Il primo referendum è sull’abrogazione della Legge Severino, la norma sacrosanta che – al netto di perfettibilità sempre possibili – ha assestato un colpo importante a berlusconismo e corruzione nel nostro Paese, una legge trasformazionale di salute democratica e avanguardia moderna su cui non c’è davvero granché da discutere, con buona pace di Berlusconi che fu tra i primi ad esserne direttamente interessato: No.

Il referendum sulle misure cautelari è delicato, come è delicata la questione della libertà personale nella carcerazione preventiva, ma nel Paese in cui tutti sono sempre innocenti, e nessuno (soprattutto, e per i eati più odiosi contro il pubblico, chi può permettersi tanti e tanto prezzolati principi del foro) in carcere non finisce mai, figurarsi prima, una scelta di dignità impone di votare contrariamente a quanto faranno Renzi e Salvini: No.

Sulla separazione delle funzioni dei magistrati, terzo quesito, dell’Italia degli ordini, delle corporazioni, delle dinastie, delle famigghie, delle parrocchie, i compartimenti stagni non sono solo un incrostato insistere nella stessa stortura sistemica, ma un danno rispetto al punto di vista differente, all’ampliata visione che può conseguire un uomo di diritto affrontando da punti prospettici diversi le diverse questioni di giustizia sociale e sostanziale: votare positivamente a questo referendum perché se no il magistrato cambiando funzione sicuramente sarà corrotto e corromperà è una foglia di fico falsa che offende democrazia e giustizia e chi vi crede: No.

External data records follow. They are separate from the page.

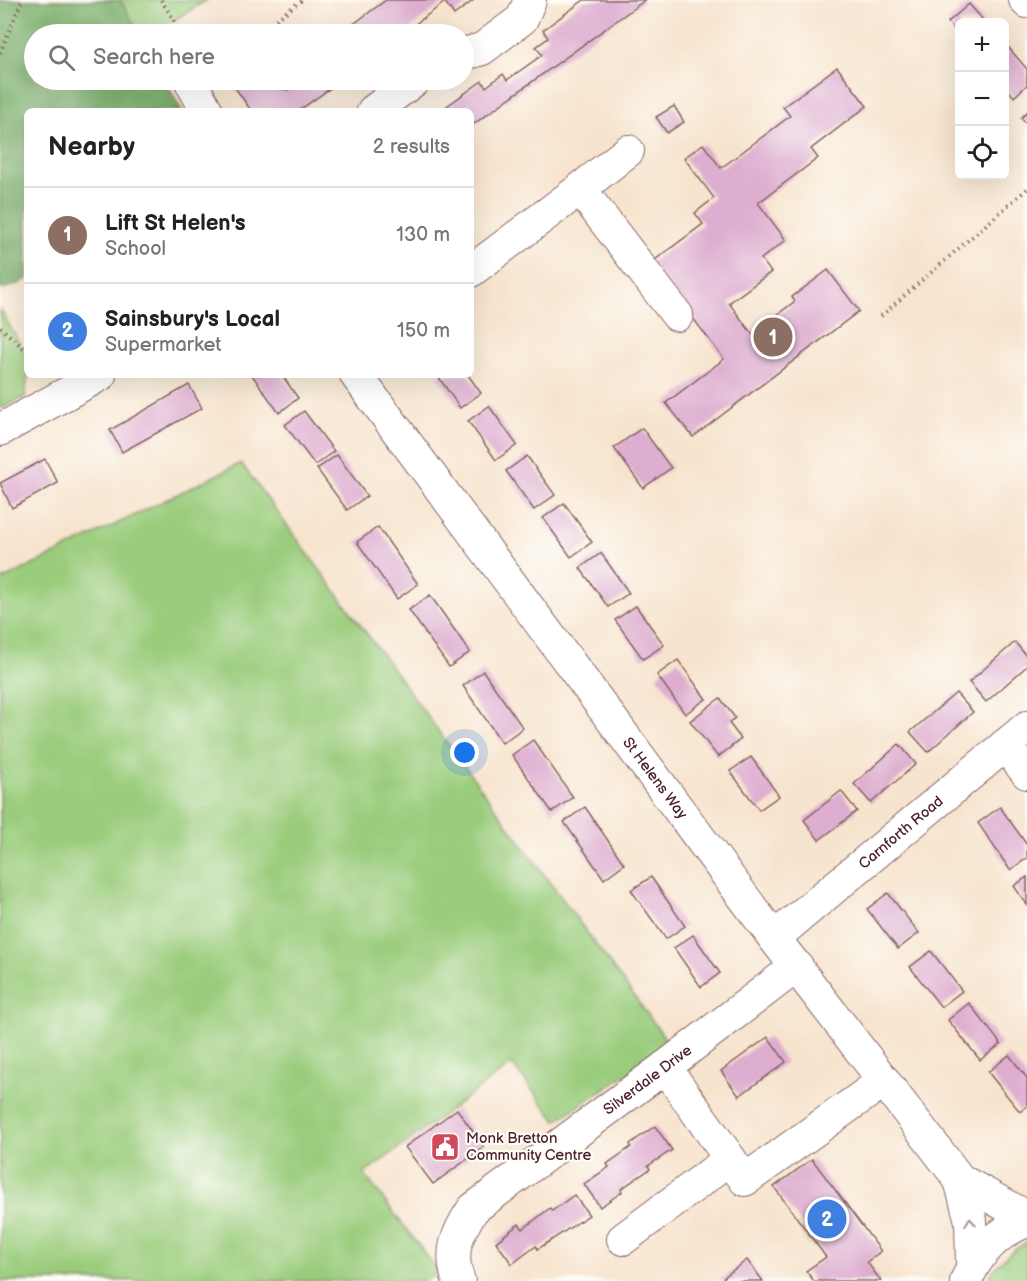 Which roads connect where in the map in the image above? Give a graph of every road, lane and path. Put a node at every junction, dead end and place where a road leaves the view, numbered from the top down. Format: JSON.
{"nodes":[{"id":1,"x":22,"y":0,"type":"edge"},
{"id":2,"x":161,"y":0,"type":"edge"},
{"id":3,"x":302,"y":0,"type":"edge"},
{"id":4,"x":530,"y":0,"type":"edge"},
{"id":5,"x":175,"y":24,"type":"edge"},
{"id":6,"x":270,"y":24,"type":"edge"},
{"id":7,"x":474,"y":51,"type":"edge"},
{"id":8,"x":0,"y":53,"type":"edge"},
{"id":9,"x":401,"y":90,"type":"edge"},
{"id":10,"x":377,"y":108,"type":"edge"},
{"id":11,"x":628,"y":151,"type":"dead end"},
{"id":12,"x":580,"y":189,"type":"junction"},
{"id":13,"x":1027,"y":189,"type":"edge"},
{"id":14,"x":474,"y":269,"type":"edge"},
{"id":15,"x":677,"y":315,"type":"dead end"},
{"id":16,"x":881,"y":316,"type":"dead end"},
{"id":17,"x":0,"y":327,"type":"edge"},
{"id":18,"x":24,"y":348,"type":"edge"},
{"id":19,"x":95,"y":378,"type":"edge"},
{"id":20,"x":358,"y":378,"type":"edge"},
{"id":21,"x":0,"y":430,"type":"edge"},
{"id":22,"x":1016,"y":736,"type":"edge"},
{"id":23,"x":1027,"y":774,"type":"edge"},
{"id":24,"x":774,"y":938,"type":"junction"},
{"id":25,"x":797,"y":966,"type":"junction"},
{"id":26,"x":665,"y":1067,"type":"junction"},
{"id":27,"x":884,"y":1081,"type":"junction"},
{"id":28,"x":730,"y":1159,"type":"junction"},
{"id":29,"x":960,"y":1180,"type":"junction"},
{"id":30,"x":1027,"y":1217,"type":"edge"},
{"id":31,"x":1027,"y":1221,"type":"edge"},
{"id":32,"x":623,"y":1239,"type":"dead end"},
{"id":33,"x":969,"y":1274,"type":"edge"},
{"id":34,"x":459,"y":1281,"type":"edge"}],
"edges":[{"from":1,"to":8,"type":"path"},
{"from":2,"to":5,"type":"path"},
{"from":3,"to":6,"type":"path"},
{"from":4,"to":7,"type":"street"},
{"from":9,"to":10,"type":"street"},
{"from":11,"to":12,"type":"street"},
{"from":12,"to":14,"type":"street"},
{"from":12,"to":15,"type":"street"},
{"from":13,"to":16,"type":"path"},
{"from":17,"to":18,"type":"path"},
{"from":19,"to":21,"type":"street"},
{"from":20,"to":24,"type":"street","name":"St Helens Way"},
{"from":22,"to":23,"type":"street"},
{"from":22,"to":24,"type":"street","name":"Carnforth Road"},
{"from":24,"to":25,"type":"street","name":"St Helens Way"},
{"from":25,"to":26,"type":"street","name":"Silverdale Drive"},
{"from":25,"to":27,"type":"street","name":"St Helens Way"},
{"from":26,"to":28,"type":"street"},
{"from":26,"to":34,"type":"street","name":"Silverdale Drive"},
{"from":27,"to":28,"type":"street"},
{"from":27,"to":29,"type":"street","name":"St Helens Way"},
{"from":28,"to":32,"type":"street"},
{"from":29,"to":30,"type":"street","name":"St Helens Way"},
{"from":33,"to":29,"type":"street","name":"St Helens Way","one_way":true},
{"from":31,"to":33,"type":"street"}]}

Il quarto quesito è sulla partecipazione del membri laici come gli avvocati, con diritto di voto, al valutare l’operato dei magistrati: ciò può rappresentare evidentemente una diminutio del potere imperante, spesso deleterio, delle correnti, e per un principio ben simile avverso ai compartimenti stagni di cui al quesito precedente, questa innovazione che arricchisce la democrazia e difende la giustizia, confortata dal balbettio su questo punto dei sostenitori del No e dal borbottio di (certo) Csm, non si può che votare favorevolmente: Sì.

Anche il quinto e ultimo quesito ha a che fare con certe storture e dinamiche tossiche in seno al Csm, così come ha a che fare con il correntismo esasperato e non più edibile, oggi meno che mai digeribile: per potersi candidare al Consiglio superiore della magistratura occorre oggi raccogliere presso le correnti dalle 25 alle 50 firme, dunque per il candidato non c’è tecnicamente altra strada che venire a patti con i gruppi associativi, con le tribù correntizie. Approvando il quesito invece, finalmente, ogni bravo magistrato non dovrà più chiedere la grazia a nessuno, e potrà candidarsi liberamente; se è il più bravo, e può fare meglio per far sì che la giustizia sia uguale per tutte e tutti, dai prezzolati ai poveracci, avrà il diritto di provarci: Sì.